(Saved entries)
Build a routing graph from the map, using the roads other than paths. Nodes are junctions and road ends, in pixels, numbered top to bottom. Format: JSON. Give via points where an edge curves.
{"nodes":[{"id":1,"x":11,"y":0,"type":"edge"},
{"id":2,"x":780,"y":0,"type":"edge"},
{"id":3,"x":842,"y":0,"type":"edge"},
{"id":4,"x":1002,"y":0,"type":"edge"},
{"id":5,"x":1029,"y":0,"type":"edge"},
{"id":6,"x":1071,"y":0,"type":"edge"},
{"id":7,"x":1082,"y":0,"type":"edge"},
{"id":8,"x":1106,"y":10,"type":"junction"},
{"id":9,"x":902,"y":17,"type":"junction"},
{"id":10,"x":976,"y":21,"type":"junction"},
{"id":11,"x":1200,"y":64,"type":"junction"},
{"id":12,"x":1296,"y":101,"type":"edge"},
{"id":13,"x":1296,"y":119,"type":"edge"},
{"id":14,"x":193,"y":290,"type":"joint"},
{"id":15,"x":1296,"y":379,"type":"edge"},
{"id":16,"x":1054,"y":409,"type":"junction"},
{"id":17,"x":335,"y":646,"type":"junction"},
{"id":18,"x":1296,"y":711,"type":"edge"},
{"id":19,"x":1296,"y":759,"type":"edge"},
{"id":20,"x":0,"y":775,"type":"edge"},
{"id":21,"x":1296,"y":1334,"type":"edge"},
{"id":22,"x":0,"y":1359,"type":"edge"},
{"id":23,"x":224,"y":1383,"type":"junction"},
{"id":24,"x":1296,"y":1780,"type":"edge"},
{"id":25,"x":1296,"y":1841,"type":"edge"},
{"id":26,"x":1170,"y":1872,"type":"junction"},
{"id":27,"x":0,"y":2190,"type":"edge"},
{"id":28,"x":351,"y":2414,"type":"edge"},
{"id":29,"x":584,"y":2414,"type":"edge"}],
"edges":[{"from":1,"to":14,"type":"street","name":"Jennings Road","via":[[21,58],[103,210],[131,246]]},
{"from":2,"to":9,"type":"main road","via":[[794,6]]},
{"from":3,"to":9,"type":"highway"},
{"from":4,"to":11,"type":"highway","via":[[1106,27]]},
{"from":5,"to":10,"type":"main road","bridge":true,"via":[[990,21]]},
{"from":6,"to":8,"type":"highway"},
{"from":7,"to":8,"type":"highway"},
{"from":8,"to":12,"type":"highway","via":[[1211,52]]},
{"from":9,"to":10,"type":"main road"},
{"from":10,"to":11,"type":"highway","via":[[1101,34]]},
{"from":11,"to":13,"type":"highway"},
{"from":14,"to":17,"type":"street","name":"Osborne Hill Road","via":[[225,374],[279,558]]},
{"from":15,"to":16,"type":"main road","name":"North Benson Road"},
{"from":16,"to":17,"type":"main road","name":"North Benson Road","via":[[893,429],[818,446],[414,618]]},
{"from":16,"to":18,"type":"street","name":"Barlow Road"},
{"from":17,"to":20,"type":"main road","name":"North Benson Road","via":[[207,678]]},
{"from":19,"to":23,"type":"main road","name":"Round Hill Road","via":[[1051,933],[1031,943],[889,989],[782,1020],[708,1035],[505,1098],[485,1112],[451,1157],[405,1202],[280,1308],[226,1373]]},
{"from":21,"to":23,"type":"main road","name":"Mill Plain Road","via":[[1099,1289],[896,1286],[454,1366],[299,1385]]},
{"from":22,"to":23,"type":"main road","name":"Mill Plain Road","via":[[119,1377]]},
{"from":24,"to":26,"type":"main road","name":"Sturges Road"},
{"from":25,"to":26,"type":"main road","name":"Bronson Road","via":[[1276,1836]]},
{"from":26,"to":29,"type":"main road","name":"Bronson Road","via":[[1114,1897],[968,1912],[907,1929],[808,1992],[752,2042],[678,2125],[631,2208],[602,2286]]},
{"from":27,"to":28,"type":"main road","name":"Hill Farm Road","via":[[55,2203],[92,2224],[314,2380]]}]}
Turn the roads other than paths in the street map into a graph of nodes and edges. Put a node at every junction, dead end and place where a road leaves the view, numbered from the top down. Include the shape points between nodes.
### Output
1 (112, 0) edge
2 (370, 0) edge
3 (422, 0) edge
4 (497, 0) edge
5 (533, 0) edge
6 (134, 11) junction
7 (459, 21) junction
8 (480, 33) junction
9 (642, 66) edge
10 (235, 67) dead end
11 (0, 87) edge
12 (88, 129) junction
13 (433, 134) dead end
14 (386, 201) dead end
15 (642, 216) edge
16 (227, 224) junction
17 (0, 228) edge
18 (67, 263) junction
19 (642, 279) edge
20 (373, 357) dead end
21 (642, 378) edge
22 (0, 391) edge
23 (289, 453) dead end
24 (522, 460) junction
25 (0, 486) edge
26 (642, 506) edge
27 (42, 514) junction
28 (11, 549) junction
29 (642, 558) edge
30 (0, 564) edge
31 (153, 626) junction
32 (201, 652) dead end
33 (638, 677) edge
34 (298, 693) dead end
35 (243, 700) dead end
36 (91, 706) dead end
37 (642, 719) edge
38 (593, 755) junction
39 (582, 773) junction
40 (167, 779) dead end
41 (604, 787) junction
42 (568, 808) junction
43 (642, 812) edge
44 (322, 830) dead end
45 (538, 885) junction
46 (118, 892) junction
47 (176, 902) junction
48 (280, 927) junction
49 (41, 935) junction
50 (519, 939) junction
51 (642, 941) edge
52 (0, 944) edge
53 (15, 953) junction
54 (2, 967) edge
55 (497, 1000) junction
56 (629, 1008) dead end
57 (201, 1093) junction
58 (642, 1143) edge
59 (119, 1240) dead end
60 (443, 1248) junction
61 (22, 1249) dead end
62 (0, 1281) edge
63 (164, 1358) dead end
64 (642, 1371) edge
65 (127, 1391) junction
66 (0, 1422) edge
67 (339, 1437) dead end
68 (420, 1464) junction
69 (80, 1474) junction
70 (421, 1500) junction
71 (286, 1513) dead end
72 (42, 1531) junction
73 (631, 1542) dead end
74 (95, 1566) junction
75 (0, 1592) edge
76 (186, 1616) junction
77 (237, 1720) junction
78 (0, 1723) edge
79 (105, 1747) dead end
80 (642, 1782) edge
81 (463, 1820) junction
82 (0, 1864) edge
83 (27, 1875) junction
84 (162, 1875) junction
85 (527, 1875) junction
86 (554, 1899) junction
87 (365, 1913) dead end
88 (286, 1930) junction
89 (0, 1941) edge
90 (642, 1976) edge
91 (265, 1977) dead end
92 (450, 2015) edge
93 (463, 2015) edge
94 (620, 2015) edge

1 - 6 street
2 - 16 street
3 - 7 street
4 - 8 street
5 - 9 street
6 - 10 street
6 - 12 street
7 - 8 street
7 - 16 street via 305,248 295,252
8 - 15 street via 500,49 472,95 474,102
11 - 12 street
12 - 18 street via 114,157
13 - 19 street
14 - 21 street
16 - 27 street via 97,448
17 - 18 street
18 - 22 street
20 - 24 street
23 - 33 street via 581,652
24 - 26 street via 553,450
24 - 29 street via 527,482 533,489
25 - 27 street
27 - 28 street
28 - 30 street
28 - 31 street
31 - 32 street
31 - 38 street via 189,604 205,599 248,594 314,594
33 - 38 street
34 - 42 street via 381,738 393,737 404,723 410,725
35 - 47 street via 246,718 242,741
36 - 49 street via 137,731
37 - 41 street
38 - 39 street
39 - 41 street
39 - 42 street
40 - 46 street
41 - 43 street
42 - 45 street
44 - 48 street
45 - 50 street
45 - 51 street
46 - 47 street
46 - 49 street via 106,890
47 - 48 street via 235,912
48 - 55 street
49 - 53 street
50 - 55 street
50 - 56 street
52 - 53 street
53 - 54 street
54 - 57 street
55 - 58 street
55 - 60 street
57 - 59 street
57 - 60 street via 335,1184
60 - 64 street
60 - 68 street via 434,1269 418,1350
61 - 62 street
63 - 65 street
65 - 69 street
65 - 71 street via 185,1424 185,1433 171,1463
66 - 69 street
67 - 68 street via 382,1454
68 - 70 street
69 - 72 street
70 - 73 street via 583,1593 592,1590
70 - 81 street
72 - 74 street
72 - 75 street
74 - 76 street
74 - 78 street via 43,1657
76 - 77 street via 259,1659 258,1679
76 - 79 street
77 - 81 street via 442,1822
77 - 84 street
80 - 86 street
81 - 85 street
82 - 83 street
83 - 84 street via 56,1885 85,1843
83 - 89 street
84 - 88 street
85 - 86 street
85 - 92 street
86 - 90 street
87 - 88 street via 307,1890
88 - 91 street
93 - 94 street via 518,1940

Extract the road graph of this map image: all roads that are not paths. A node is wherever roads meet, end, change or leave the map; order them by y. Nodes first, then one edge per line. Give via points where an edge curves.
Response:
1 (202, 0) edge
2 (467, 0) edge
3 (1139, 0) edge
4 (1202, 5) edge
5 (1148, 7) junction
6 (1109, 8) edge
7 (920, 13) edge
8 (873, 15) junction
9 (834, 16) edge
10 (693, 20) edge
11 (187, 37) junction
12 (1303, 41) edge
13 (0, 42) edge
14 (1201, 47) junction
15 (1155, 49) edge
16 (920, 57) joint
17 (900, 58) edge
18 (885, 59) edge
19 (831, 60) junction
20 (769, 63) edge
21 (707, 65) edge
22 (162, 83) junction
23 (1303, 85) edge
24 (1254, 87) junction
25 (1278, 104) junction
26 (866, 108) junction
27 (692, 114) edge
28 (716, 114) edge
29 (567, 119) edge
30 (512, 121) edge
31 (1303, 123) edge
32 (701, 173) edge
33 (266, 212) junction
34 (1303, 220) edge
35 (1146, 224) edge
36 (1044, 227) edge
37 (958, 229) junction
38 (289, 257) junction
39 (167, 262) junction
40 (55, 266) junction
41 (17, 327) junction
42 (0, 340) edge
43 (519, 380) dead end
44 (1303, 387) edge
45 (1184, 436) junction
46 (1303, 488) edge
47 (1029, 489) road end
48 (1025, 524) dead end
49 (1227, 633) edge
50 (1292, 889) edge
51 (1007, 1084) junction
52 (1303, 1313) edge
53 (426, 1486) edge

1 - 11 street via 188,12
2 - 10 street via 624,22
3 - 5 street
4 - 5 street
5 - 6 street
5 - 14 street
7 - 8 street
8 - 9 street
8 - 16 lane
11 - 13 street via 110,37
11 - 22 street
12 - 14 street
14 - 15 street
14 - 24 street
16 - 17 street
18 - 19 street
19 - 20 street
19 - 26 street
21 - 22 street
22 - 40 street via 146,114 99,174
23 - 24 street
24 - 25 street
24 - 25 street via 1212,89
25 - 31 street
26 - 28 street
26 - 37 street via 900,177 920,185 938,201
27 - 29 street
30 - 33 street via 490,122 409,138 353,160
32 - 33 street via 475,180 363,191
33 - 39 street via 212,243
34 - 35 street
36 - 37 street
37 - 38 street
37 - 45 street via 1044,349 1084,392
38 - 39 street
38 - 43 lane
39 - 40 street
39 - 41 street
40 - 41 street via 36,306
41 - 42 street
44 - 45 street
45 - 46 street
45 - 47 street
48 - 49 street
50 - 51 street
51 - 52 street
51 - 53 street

Task details: Your answer should consist of every line from the entries that holds "joint".

Answer below:
{"id":14,"x":193,"y":290,"type":"joint"},
16 (920, 57) joint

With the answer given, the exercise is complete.